Work item | Lines containing the word "they": say how many there are in the listing, with only the number as the answer.

Exercise materials |
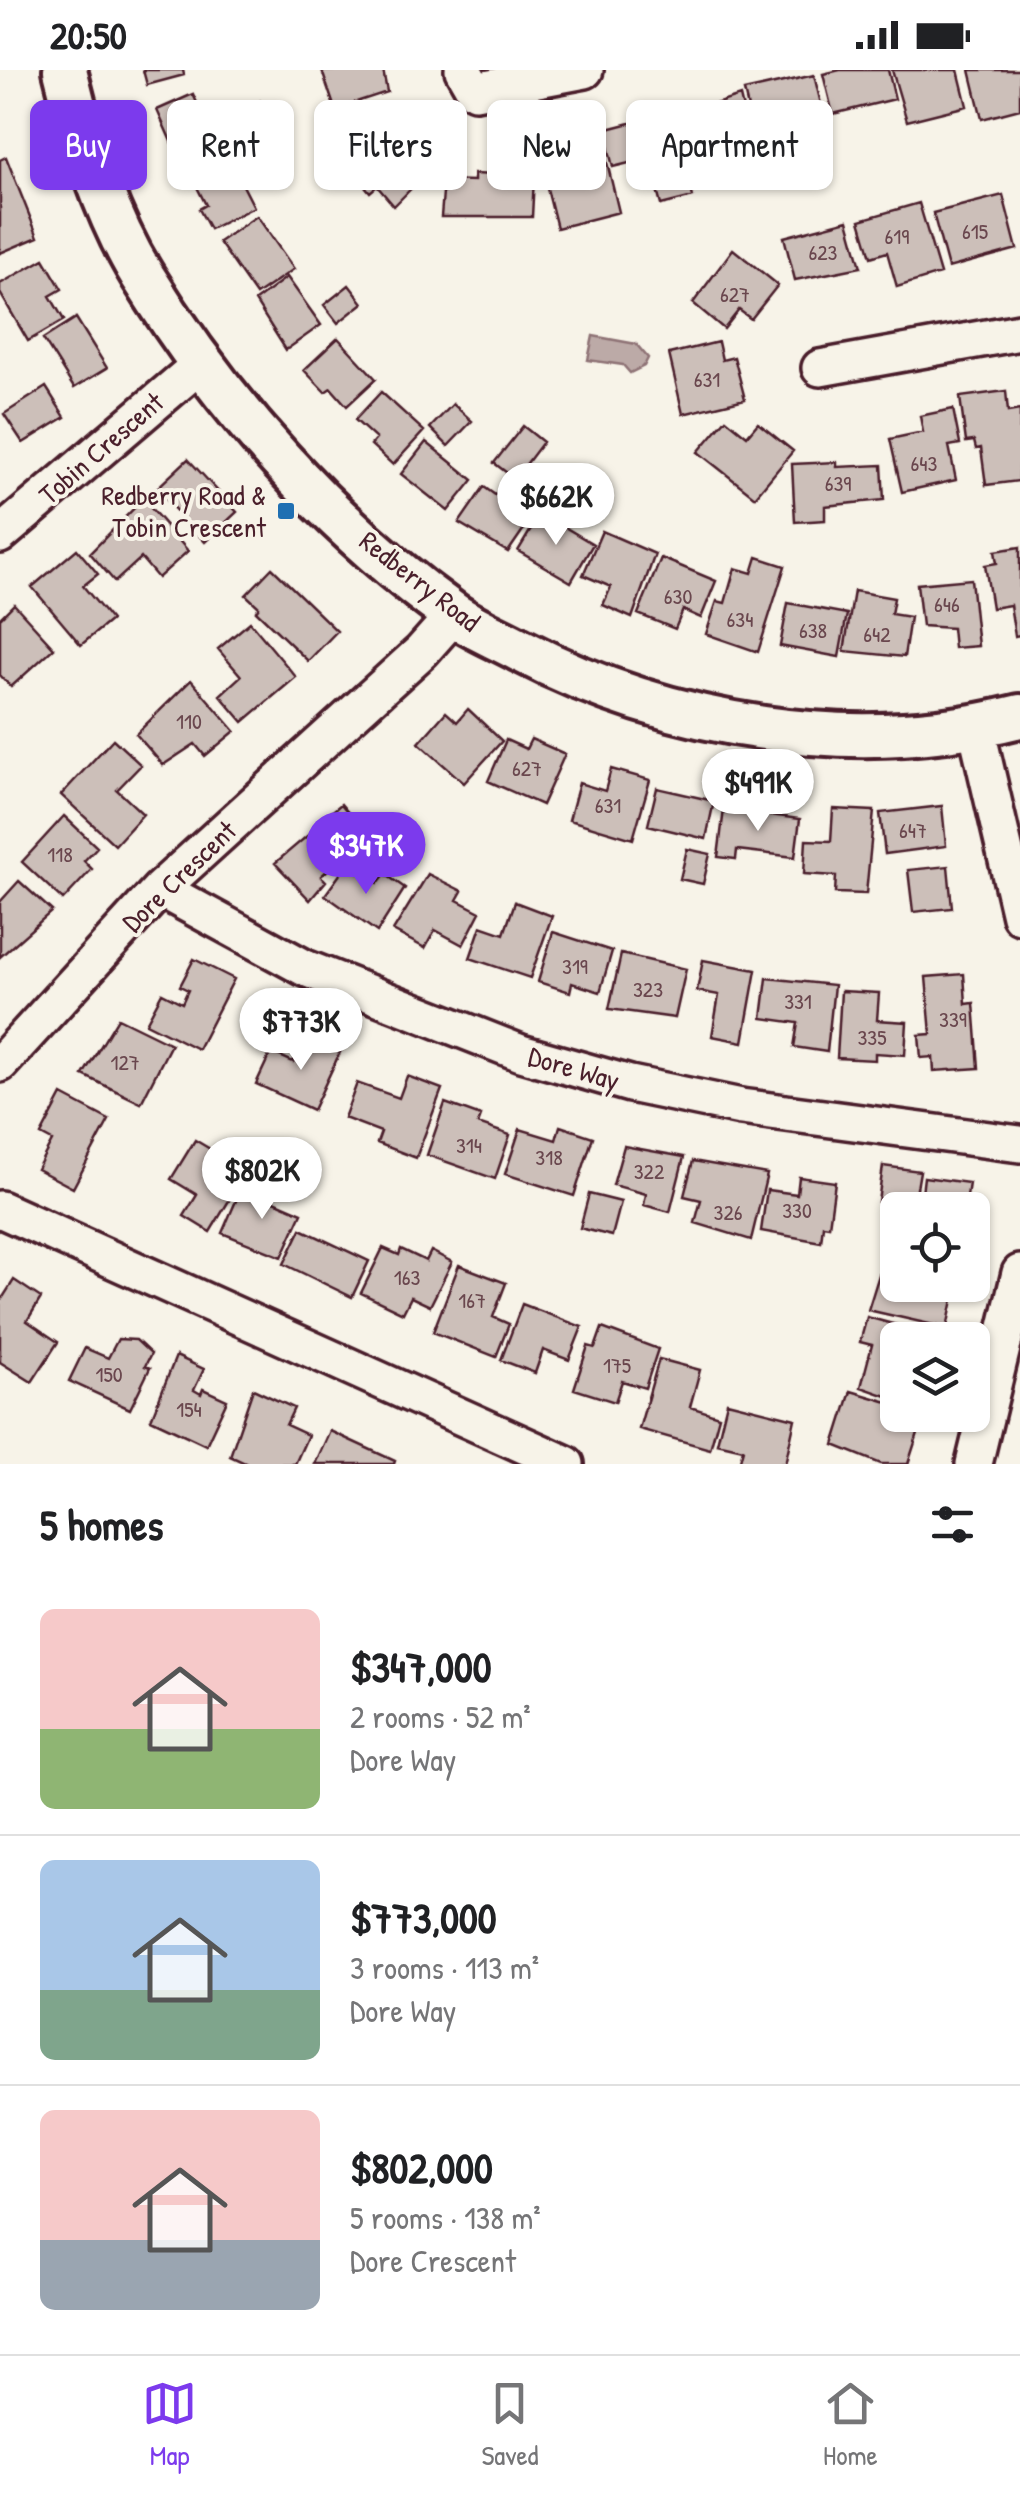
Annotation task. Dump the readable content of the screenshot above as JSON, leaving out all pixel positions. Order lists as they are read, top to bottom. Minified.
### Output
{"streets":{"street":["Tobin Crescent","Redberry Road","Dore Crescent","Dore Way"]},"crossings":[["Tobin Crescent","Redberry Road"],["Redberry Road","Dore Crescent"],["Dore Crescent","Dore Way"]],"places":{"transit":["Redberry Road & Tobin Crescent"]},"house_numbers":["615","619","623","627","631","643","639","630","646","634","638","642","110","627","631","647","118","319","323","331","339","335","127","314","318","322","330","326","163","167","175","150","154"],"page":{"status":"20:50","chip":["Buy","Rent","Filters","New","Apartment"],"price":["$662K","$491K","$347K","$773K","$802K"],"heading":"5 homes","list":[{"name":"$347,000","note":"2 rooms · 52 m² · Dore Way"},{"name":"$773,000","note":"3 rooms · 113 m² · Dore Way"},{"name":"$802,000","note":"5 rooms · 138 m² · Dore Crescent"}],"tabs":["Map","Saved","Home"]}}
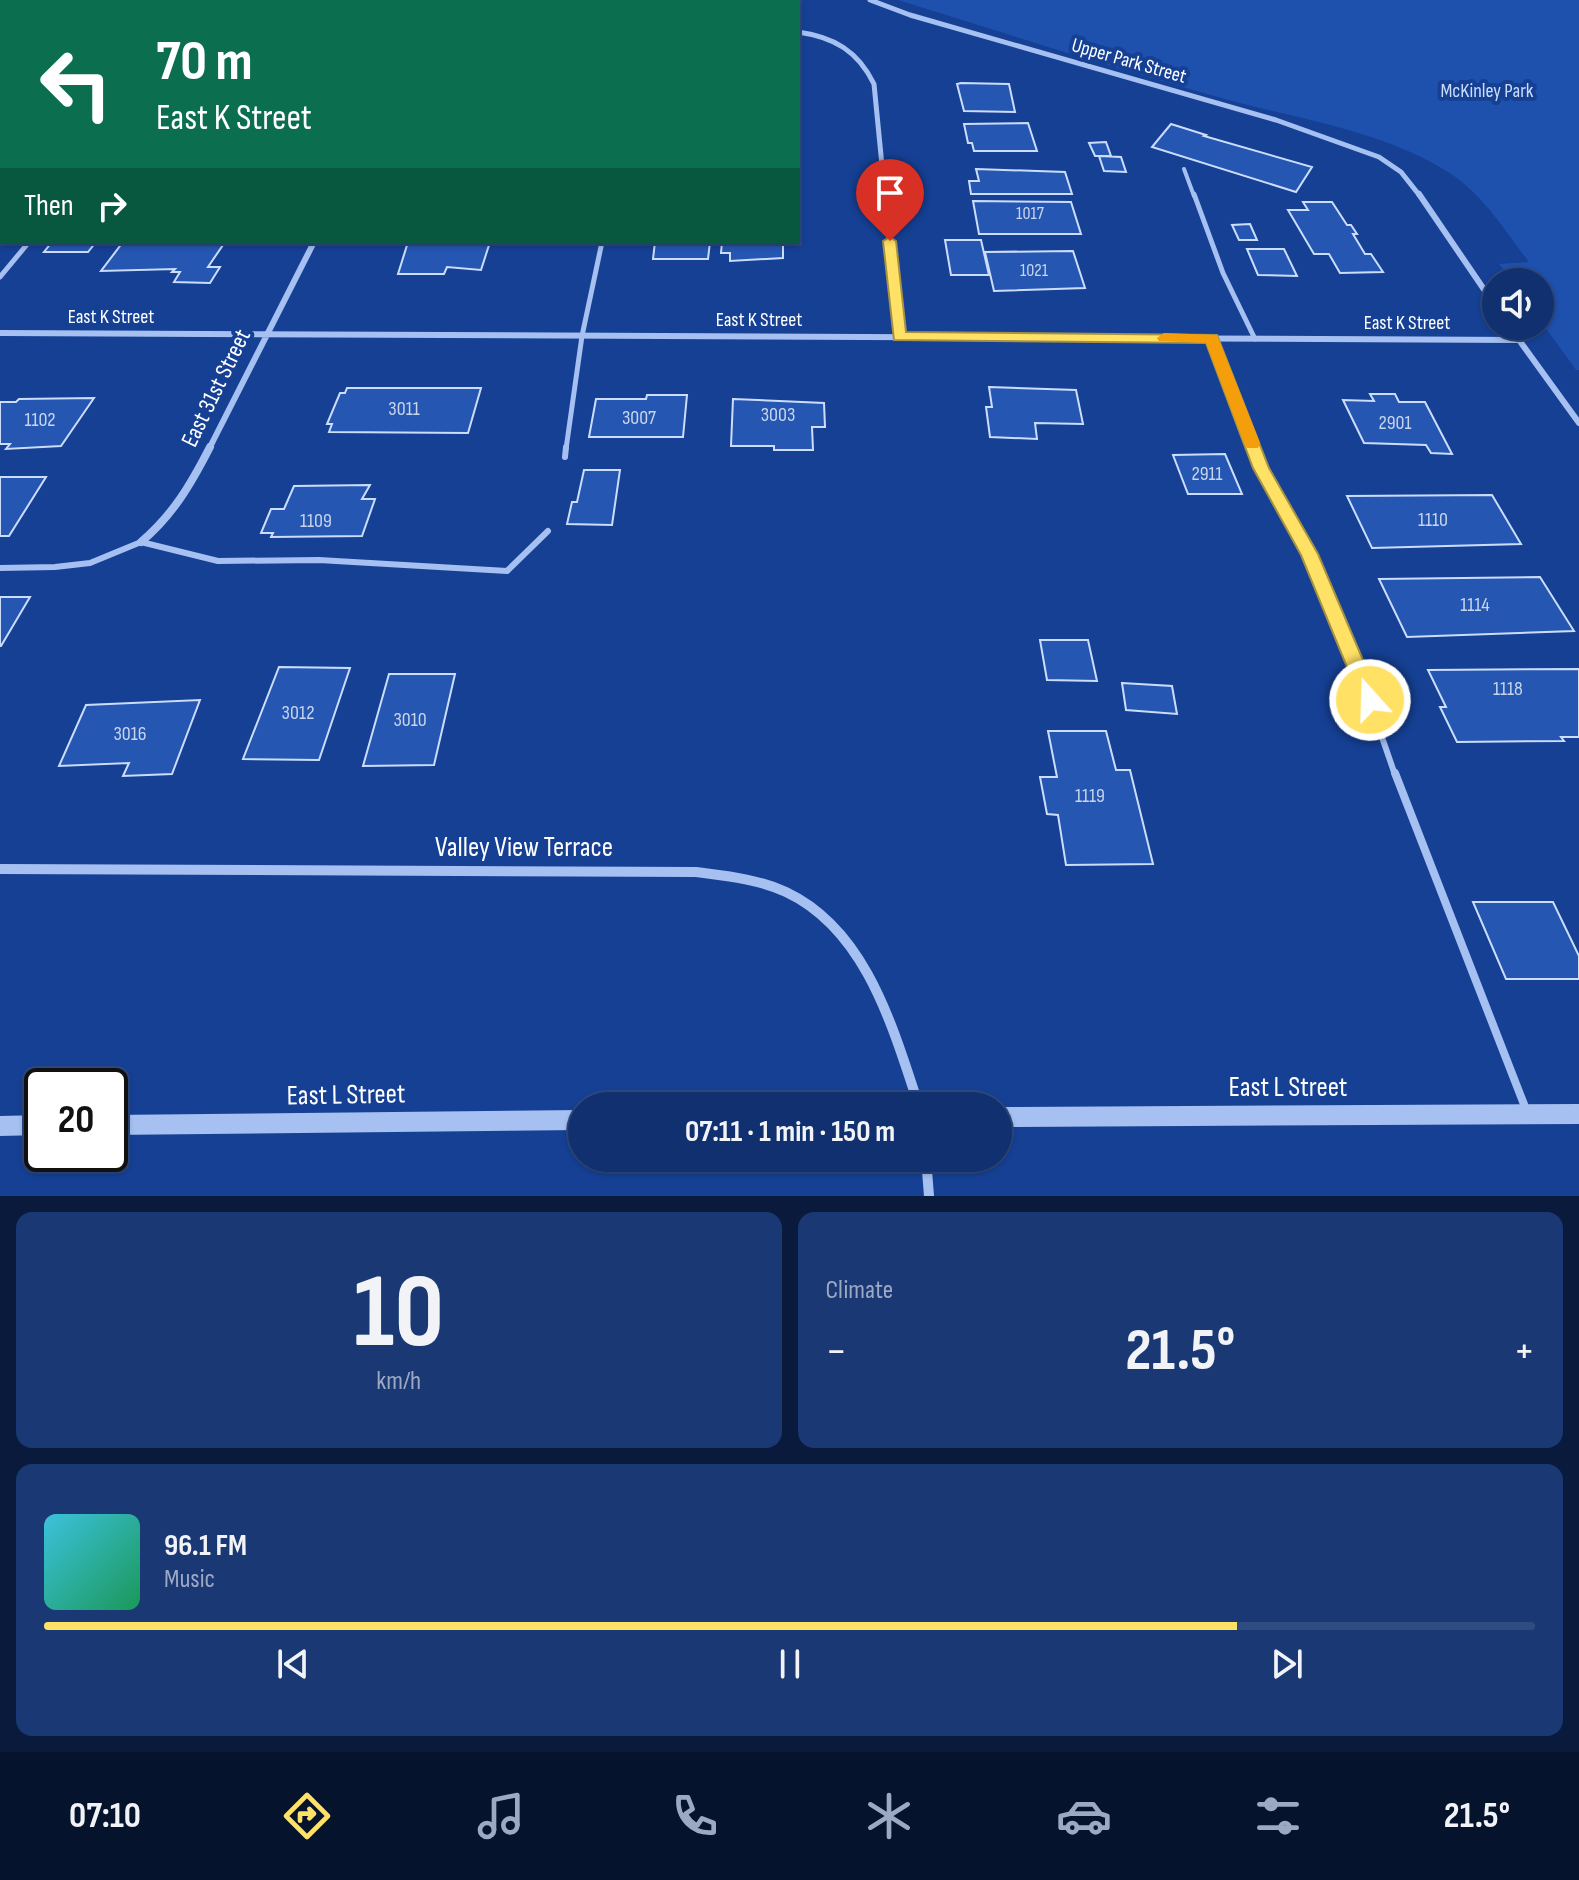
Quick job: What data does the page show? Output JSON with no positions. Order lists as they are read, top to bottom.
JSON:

==

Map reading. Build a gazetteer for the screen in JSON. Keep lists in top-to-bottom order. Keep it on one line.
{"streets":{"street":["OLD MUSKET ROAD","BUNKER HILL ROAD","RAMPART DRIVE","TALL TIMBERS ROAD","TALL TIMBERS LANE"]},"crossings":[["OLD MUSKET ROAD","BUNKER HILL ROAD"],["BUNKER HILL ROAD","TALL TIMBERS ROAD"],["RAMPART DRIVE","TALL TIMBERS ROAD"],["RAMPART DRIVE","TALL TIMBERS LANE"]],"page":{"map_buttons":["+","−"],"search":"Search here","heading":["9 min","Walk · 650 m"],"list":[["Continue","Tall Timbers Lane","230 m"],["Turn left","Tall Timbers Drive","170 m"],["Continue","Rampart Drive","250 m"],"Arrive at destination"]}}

Answer to this problem | 2